Jean-François Daguzan, directeur adjoint de la Fondation pour la recherche stratégique, dénonce également une « fausse bonne idée » :

« Aujourd’hui, on a le sentiment que certains pensent comme en 1960 en oubliant que le torrent (le tsunami ?) Internet est passé par là ainsi que les réseaux sociaux et autres Twitter, Instagram, chats ou blogs parallèles. Supprimer les noms et photos va immédiatement alimenter la machine à fantasme : ceux qui pensent que c’est forcément le coup du Mossad ; que c’est celui des services secrets français ; qu’on veut leur cacher quelque chose ; que c’est pas net ; que ce sont des musulmans que le gouvernement couvrent pour ne pas alimenter l’islamophobie ; que ce ne sont pas des musulmans et donc que le complot est prouvé ; etc., etc. C’est donc faire le lit pour rien des complotistes de tous bords. C’est ouvrir la porte à tous les fantasmes et à toutes les violences. Car les noms circuleront quand même : les vrais, les faux, les tronqués … et tout le monde en prendra pour son grade, jusqu’au moment où des personnes décideront d’aller faire justice elle-même, persuadées que les "vrais" coupables n’ont pas été punis. Alors malheur au présumé coupable ; à leur famille… et à l’innocent ».

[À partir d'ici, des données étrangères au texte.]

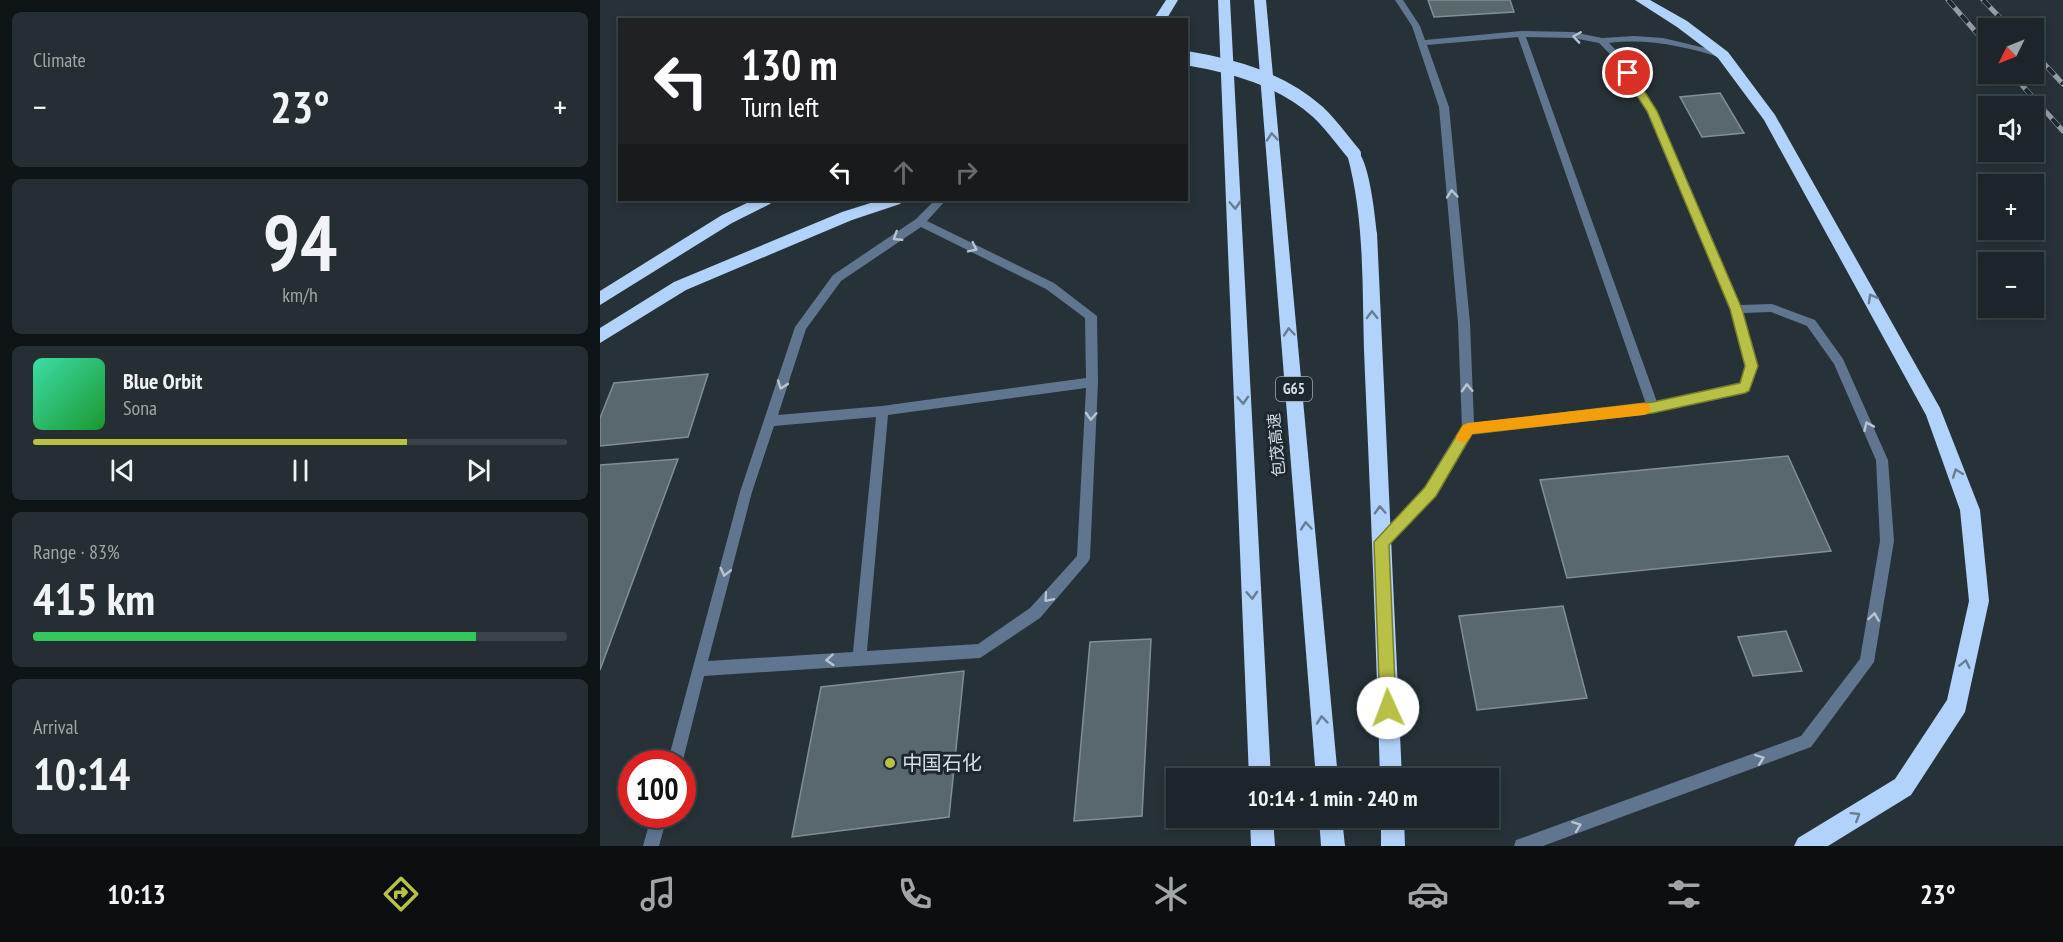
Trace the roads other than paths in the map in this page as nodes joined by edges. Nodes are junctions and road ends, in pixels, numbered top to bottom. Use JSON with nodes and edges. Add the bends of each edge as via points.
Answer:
{"nodes":[{"id":1,"x":1172,"y":0,"type":"edge"},
{"id":2,"x":1224,"y":0,"type":"edge"},
{"id":3,"x":1260,"y":0,"type":"edge"},
{"id":4,"x":1399,"y":0,"type":"edge"},
{"id":5,"x":1641,"y":0,"type":"edge"},
{"id":6,"x":1160,"y":18,"type":"edge"},
{"id":7,"x":1521,"y":34,"type":"junction"},
{"id":8,"x":1602,"y":41,"type":"junction"},
{"id":9,"x":1422,"y":43,"type":"junction"},
{"id":10,"x":1723,"y":55,"type":"junction"},
{"id":11,"x":1188,"y":58,"type":"edge"},
{"id":12,"x":763,"y":201,"type":"edge"},
{"id":13,"x":892,"y":201,"type":"edge"},
{"id":14,"x":940,"y":201,"type":"edge"},
{"id":15,"x":920,"y":222,"type":"junction"},
{"id":16,"x":600,"y":299,"type":"edge"},
{"id":17,"x":1736,"y":309,"type":"junction"},
{"id":18,"x":600,"y":336,"type":"edge"},
{"id":19,"x":1092,"y":382,"type":"junction"},
{"id":20,"x":1653,"y":408,"type":"junction"},
{"id":21,"x":882,"y":411,"type":"junction"},
{"id":22,"x":770,"y":421,"type":"junction"},
{"id":23,"x":1468,"y":429,"type":"junction"},
{"id":24,"x":1381,"y":542,"type":"junction"},
{"id":25,"x":859,"y":658,"type":"junction"},
{"id":26,"x":700,"y":669,"type":"junction"},
{"id":27,"x":678,"y":750,"type":"edge"},
{"id":28,"x":1260,"y":768,"type":"edge"},
{"id":29,"x":1327,"y":768,"type":"edge"},
{"id":30,"x":1391,"y":768,"type":"edge"},
{"id":31,"x":656,"y":828,"type":"edge"},
{"id":32,"x":1262,"y":828,"type":"edge"},
{"id":33,"x":1332,"y":828,"type":"edge"},
{"id":34,"x":1333,"y":844,"type":"edge"},
{"id":35,"x":1263,"y":845,"type":"edge"},
{"id":36,"x":651,"y":846,"type":"edge"},
{"id":37,"x":1522,"y":846,"type":"edge"},
{"id":38,"x":1806,"y":846,"type":"edge"}],
"edges":[{"from":1,"to":6,"type":"highway"},
{"from":2,"to":28,"type":"highway","name":"包茂高速","one_way":true},
{"from":29,"to":3,"type":"highway","name":"包茂高速","number":"G65","one_way":true},
{"from":4,"to":9,"type":"lane"},
{"from":5,"to":10,"type":"highway"},
{"from":8,"to":7,"type":"lane","one_way":true,"via":[[1573,35]]},
{"from":7,"to":9,"type":"lane"},
{"from":7,"to":20,"type":"lane"},
{"from":8,"to":10,"type":"lane","via":[[1629,37],[1670,40]]},
{"from":8,"to":17,"type":"lane","via":[[1615,54],[1652,111]]},
{"from":23,"to":9,"type":"lane","one_way":true,"via":[[1464,323],[1444,107]]},
{"from":38,"to":10,"type":"highway","one_way":true,"via":[[1903,787],[1957,704],[1979,601],[1970,510],[1934,413],[1770,118]]},
{"from":24,"to":11,"type":"highway","one_way":true,"bridge":true,"via":[[1371,233],[1364,186],[1354,154],[1319,113],[1288,88],[1238,69]]},
{"from":12,"to":16,"type":"highway"},
{"from":13,"to":18,"type":"highway","via":[[680,286]]},
{"from":14,"to":15,"type":"lane"},
{"from":15,"to":19,"type":"lane","one_way":true,"via":[[1050,286],[1091,316]]},
{"from":15,"to":22,"type":"lane","one_way":true,"via":[[837,278],[801,327]]},
{"from":17,"to":20,"type":"lane","via":[[1752,366],[1745,387]]},
{"from":37,"to":17,"type":"lane","one_way":true,"via":[[1806,742],[1867,662],[1887,541],[1882,460],[1839,362],[1811,323],[1772,308]]},
{"from":19,"to":21,"type":"lane"},
{"from":19,"to":25,"type":"lane","one_way":true,"via":[[1083,558],[1035,613],[980,651]]},
{"from":20,"to":23,"type":"lane"},
{"from":21,"to":22,"type":"lane"},
{"from":21,"to":25,"type":"lane"},
{"from":22,"to":26,"type":"lane","one_way":true,"via":[[746,492]]},
{"from":23,"to":24,"type":"lane","via":[[1431,492]]},
{"from":24,"to":30,"type":"highway"},
{"from":25,"to":26,"type":"lane","one_way":true},
{"from":26,"to":27,"type":"lane"},
{"from":31,"to":36,"type":"lane"},
{"from":32,"to":35,"type":"highway"},
{"from":33,"to":34,"type":"highway"}]}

Le directeur de la rédaction de Marianne, Renaud Dély, argue quant à lui que « le fait de masquer une partie de cette vérité ne peut avoir qu’un effet contre-productif dévastateur pour la société elle-même. C’est courir le risque d’entretenir le poison du complotisme qui y fait déjà d’ores et déjà des ravages ».

Le directeur des rédactions du Figaro, Alexis Brézet explique à son tour que « le nom des terroristes est un élément d’information objectif essentiel pour comprendre ce qui se joue sur notre sol, et notre devoir est de le porter à la connaissance de nos lecteurs ou de nos internautes. Ne
pas le faire, ce serait alimenter les fantasmes complotistes »
.

« Le complotisme existe déjà ! »

Chroniqueur sur Europe 1 et professeur de philosophie, Raphaël Enthoven n’est pas de cet avis :

« S’interdire de donner les noms et de montrer les photos des terroristes alimenterait le complotisme ? Mais le complotisme existe déjà. (…) Donner le nom et le visage au nom du devoir d’informer ? Rien n’empêche d’analyser leur parcours et leur discours sans en faire des vedettes ».

Dès le mois de juin dernier, Raphaël Enthoven estimait que « les tueurs de Daech doivent rester anonymes [car] c’est le seul néant qu’ils redoutent ».

A l’inverse des médias ayant annoncé qu’ils ne publieraient plus de photographies des auteurs d’attentats, France Télévisions, Libération, Le Figaro, Mediapart et Marianne continueront à diffuser l’identité des terroristes.